(Records excerpted from a collection)
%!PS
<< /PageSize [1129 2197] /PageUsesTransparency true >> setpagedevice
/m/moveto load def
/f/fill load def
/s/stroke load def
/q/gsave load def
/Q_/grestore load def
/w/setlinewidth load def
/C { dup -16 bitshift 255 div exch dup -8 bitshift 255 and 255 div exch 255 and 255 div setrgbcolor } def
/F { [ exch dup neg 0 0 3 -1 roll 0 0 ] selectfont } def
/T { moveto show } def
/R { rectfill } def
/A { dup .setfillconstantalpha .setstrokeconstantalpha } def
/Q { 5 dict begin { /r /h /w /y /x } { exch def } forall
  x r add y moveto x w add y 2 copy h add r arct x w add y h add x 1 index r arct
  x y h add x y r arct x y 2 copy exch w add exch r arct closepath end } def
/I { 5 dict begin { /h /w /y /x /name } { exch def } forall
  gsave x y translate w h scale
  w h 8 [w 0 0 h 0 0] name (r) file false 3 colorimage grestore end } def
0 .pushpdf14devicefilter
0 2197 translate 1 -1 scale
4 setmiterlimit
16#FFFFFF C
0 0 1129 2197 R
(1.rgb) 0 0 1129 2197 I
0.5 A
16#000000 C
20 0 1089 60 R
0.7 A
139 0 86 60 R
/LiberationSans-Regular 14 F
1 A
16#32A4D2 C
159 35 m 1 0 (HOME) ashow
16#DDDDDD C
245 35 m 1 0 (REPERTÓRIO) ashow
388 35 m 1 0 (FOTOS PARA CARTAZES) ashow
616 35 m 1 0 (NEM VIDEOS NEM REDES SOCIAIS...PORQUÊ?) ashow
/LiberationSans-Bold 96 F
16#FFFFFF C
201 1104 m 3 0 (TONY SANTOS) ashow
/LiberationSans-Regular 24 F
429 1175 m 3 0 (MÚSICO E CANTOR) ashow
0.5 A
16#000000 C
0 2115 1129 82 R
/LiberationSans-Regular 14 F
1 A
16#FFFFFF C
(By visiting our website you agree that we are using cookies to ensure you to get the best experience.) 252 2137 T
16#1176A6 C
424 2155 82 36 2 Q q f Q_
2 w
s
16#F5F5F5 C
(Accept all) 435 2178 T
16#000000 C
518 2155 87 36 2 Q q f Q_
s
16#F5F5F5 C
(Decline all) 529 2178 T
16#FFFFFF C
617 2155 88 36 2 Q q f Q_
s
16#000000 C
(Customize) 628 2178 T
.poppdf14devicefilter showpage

> **PROBLEM STATEMENT**: After locating the line holding "dup .setfillconstantalpha .setstrokeconstantalpha" above, output exactly that line and every line after it through the line holding "x y h add x". Include nothing else.

> **OUTPUT**:
/A { dup .setfillconstantalpha .setstrokeconstantalpha } def
/Q { 5 dict begin { /r /h /w /y /x } { exch def } forall
  x r add y moveto x w add y 2 copy h add r arct x w add y h add x 1 index r arct
  x y h add x y r arct x y 2 copy exch w add exch r arct closepath end } def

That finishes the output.